Le Dwell est le rapport en % du temps de fermeture au temps total d'un angle comprenant une ouverture et une fermeture des contacts :








Ce pourcentage de Dwell est calculé de la façon suivante :
1/ 57 ° représente l'angle de fermeture des vis platinées.
2/ le cycle se reproduit 4 fois par tour d'allumeur (360°).
3/ pour un moteur 4 cylindre . Donc un cycle complet (angle d'ouverture + angle de fermeture) = 90°.
4/ si on veut connaitre le pourcentage que représente la valeur de 57° par rapport à 90° on établit la formule suivante :


(57° / 90°)*100 = 63%






Le calage de l'avance à l'allumage en se basant sur le bruit de la détonation ou sur le cliquetis, peut engendrer de sérieuses difficultés parce que la combustion anormale est généralement inaudible à grande vitesse. Cette pratique peut causer la fusion des électrodes des bougies, ou occasionner d'autres dégâts plus sérieux encore au moteur.

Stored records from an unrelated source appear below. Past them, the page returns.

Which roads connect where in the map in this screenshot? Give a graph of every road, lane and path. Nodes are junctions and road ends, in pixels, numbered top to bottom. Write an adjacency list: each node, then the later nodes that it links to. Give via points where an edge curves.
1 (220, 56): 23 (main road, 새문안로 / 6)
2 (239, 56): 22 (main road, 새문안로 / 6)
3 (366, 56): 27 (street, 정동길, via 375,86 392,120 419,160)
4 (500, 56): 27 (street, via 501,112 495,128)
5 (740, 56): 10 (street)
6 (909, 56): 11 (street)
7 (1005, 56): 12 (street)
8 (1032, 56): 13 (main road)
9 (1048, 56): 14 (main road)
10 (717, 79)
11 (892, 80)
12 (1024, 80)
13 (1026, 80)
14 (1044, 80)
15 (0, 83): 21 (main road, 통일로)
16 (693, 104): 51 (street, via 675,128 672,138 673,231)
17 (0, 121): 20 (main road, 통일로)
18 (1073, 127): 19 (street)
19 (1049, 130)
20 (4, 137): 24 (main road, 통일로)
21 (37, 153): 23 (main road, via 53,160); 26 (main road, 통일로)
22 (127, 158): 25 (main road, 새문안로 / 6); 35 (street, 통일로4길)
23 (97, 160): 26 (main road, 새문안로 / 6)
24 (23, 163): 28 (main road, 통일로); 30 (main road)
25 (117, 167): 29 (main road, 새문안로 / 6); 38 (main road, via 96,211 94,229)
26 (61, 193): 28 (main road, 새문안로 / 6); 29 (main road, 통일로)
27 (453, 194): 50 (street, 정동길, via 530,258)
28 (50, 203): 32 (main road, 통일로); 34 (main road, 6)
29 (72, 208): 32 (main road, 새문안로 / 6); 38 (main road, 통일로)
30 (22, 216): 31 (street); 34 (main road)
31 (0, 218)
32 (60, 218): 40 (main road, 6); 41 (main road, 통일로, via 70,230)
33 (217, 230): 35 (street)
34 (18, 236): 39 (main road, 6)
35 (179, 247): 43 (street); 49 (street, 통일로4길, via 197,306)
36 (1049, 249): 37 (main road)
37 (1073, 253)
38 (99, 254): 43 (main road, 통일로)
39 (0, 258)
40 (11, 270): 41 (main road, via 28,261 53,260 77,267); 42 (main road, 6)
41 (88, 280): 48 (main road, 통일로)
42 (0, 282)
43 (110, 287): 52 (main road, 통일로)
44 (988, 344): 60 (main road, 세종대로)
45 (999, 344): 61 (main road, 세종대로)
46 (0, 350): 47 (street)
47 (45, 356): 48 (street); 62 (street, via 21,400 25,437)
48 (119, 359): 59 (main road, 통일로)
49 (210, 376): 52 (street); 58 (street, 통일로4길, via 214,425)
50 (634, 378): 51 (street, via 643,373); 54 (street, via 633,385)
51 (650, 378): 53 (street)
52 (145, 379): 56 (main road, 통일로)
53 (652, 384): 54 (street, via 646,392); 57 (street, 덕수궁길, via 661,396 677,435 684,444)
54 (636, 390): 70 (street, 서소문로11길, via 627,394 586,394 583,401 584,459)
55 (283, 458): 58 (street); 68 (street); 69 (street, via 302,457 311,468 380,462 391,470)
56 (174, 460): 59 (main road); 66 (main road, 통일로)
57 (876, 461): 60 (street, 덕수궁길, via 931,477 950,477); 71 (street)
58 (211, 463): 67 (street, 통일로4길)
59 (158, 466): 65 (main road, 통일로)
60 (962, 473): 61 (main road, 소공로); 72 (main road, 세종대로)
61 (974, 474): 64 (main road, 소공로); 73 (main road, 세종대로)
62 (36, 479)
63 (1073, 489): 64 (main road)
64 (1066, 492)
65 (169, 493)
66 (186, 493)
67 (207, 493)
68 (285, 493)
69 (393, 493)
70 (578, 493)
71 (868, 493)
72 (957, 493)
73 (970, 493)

Le repère de calage se trouve sur la poulie du vilebrequin, et l'index de calage sur le carter de distribution. Faire tourner le moteur dans le sens de rotation , jusqu'à ce que le repère de calage coïncide avec l'index (R). Le doigt de distribution doit se trouver en position d'allumage du cylindre N°1, sinon refaire un tour de moteur.
Nota : si l'allumeur a été déposé, l'encoche désaxée du toc l'entraînement devra être positionner, comme indiqué sur la figure ci-dessus, c'est à dire incliné à environ 30° par rapport à l'axe du moteur, le gros méplat du côté du moteur, pour le 2 litres 1/4 Land Rover.
Desserrer le boulon de bridage qui se trouve à la base du corps d'allumeur et faire tourner l'allumeur dans le sens des aiguilles d'une montre, jusqu'à ce que les contacts de rupteur commencent tout juste à s'ouvrir, le dos de came se trouvant du côté de l'angle d'ouverture. On peut aussi, opérer avec une lampe témoin (de tension conforme à celle de la batterie). La lampe, branchée en parallèle entre la borne d'arrivée de courant primaire (arrivée de la bobine sur le rupteur) et la masse, s'allume dès que le rupteur s'ouvre.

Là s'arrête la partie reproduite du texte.